What is needed here is a faithful repeat of every entry, with no character changed.

[Dataset excerpts]
# # # # # # #

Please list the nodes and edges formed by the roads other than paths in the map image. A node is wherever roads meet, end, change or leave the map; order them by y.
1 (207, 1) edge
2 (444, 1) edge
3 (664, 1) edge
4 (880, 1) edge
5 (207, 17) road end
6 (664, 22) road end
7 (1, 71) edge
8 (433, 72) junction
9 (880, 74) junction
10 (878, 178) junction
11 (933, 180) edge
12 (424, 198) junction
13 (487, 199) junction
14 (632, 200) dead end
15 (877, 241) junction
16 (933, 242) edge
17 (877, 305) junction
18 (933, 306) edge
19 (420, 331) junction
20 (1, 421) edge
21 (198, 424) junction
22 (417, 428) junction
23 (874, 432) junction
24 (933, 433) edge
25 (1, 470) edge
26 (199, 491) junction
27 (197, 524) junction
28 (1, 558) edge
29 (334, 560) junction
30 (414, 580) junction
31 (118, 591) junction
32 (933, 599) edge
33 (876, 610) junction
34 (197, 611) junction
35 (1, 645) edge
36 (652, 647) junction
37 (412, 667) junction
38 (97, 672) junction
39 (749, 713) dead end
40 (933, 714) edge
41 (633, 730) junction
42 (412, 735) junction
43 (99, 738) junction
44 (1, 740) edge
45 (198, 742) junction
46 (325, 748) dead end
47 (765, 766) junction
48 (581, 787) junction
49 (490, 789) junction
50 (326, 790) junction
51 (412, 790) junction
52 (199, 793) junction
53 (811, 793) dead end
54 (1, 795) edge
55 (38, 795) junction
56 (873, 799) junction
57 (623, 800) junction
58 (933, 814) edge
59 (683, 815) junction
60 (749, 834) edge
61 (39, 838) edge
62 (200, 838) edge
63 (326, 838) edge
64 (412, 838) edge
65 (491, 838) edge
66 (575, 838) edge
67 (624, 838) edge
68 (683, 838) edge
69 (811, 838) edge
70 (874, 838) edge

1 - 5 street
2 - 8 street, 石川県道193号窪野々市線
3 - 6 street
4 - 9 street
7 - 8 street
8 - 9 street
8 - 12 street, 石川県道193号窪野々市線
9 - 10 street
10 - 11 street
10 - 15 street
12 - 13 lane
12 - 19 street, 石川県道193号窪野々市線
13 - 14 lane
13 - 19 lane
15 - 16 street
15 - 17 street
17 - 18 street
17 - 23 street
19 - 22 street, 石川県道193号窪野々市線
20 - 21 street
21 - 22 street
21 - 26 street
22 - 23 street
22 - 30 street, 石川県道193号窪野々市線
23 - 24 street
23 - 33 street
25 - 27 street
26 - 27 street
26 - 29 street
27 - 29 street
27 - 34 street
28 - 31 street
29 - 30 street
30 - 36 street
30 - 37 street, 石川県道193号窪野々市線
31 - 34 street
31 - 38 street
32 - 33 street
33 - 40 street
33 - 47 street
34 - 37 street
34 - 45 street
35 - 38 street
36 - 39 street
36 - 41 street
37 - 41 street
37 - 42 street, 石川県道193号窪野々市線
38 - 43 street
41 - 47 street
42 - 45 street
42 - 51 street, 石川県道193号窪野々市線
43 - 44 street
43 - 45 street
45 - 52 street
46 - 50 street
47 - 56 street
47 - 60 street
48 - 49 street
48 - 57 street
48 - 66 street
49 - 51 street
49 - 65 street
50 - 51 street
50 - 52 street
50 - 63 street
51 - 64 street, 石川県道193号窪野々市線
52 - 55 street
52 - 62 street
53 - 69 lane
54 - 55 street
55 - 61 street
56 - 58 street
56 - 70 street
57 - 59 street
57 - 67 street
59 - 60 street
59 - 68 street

# # # # # # #

**Finished task**
Please list the nodes and edges formed by the roads other than paths in the map image. A node is wherever roads meet, end, change or leave the map; order them by y.
1 (207, 1) edge
2 (444, 1) edge
3 (664, 1) edge
4 (880, 1) edge
5 (207, 17) road end
6 (664, 22) road end
7 (1, 71) edge
8 (433, 72) junction
9 (880, 74) junction
10 (878, 178) junction
11 (933, 180) edge
12 (424, 198) junction
13 (487, 199) junction
14 (632, 200) dead end
15 (877, 241) junction
16 (933, 242) edge
17 (877, 305) junction
18 (933, 306) edge
19 (420, 331) junction
20 (1, 421) edge
21 (198, 424) junction
22 (417, 428) junction
23 (874, 432) junction
24 (933, 433) edge
25 (1, 470) edge
26 (199, 491) junction
27 (197, 524) junction
28 (1, 558) edge
29 (334, 560) junction
30 (414, 580) junction
31 (118, 591) junction
32 (933, 599) edge
33 (876, 610) junction
34 (197, 611) junction
35 (1, 645) edge
36 (652, 647) junction
37 (412, 667) junction
38 (97, 672) junction
39 (749, 713) dead end
40 (933, 714) edge
41 (633, 730) junction
42 (412, 735) junction
43 (99, 738) junction
44 (1, 740) edge
45 (198, 742) junction
46 (325, 748) dead end
47 (765, 766) junction
48 (581, 787) junction
49 (490, 789) junction
50 (326, 790) junction
51 (412, 790) junction
52 (199, 793) junction
53 (811, 793) dead end
54 (1, 795) edge
55 (38, 795) junction
56 (873, 799) junction
57 (623, 800) junction
58 (933, 814) edge
59 (683, 815) junction
60 (749, 834) edge
61 (39, 838) edge
62 (200, 838) edge
63 (326, 838) edge
64 (412, 838) edge
65 (491, 838) edge
66 (575, 838) edge
67 (624, 838) edge
68 (683, 838) edge
69 (811, 838) edge
70 (874, 838) edge

1 - 5 street
2 - 8 street, 石川県道193号窪野々市線
3 - 6 street
4 - 9 street
7 - 8 street
8 - 9 street
8 - 12 street, 石川県道193号窪野々市線
9 - 10 street
10 - 11 street
10 - 15 street
12 - 13 lane
12 - 19 street, 石川県道193号窪野々市線
13 - 14 lane
13 - 19 lane
15 - 16 street
15 - 17 street
17 - 18 street
17 - 23 street
19 - 22 street, 石川県道193号窪野々市線
20 - 21 street
21 - 22 street
21 - 26 street
22 - 23 street
22 - 30 street, 石川県道193号窪野々市線
23 - 24 street
23 - 33 street
25 - 27 street
26 - 27 street
26 - 29 street
27 - 29 street
27 - 34 street
28 - 31 street
29 - 30 street
30 - 36 street
30 - 37 street, 石川県道193号窪野々市線
31 - 34 street
31 - 38 street
32 - 33 street
33 - 40 street
33 - 47 street
34 - 37 street
34 - 45 street
35 - 38 street
36 - 39 street
36 - 41 street
37 - 41 street
37 - 42 street, 石川県道193号窪野々市線
38 - 43 street
41 - 47 street
42 - 45 street
42 - 51 street, 石川県道193号窪野々市線
43 - 44 street
43 - 45 street
45 - 52 street
46 - 50 street
47 - 56 street
47 - 60 street
48 - 49 street
48 - 57 street
48 - 66 street
49 - 51 street
49 - 65 street
50 - 51 street
50 - 52 street
50 - 63 street
51 - 64 street, 石川県道193号窪野々市線
52 - 55 street
52 - 62 street
53 - 69 lane
54 - 55 street
55 - 61 street
56 - 58 street
56 - 70 street
57 - 59 street
57 - 67 street
59 - 60 street
59 - 68 street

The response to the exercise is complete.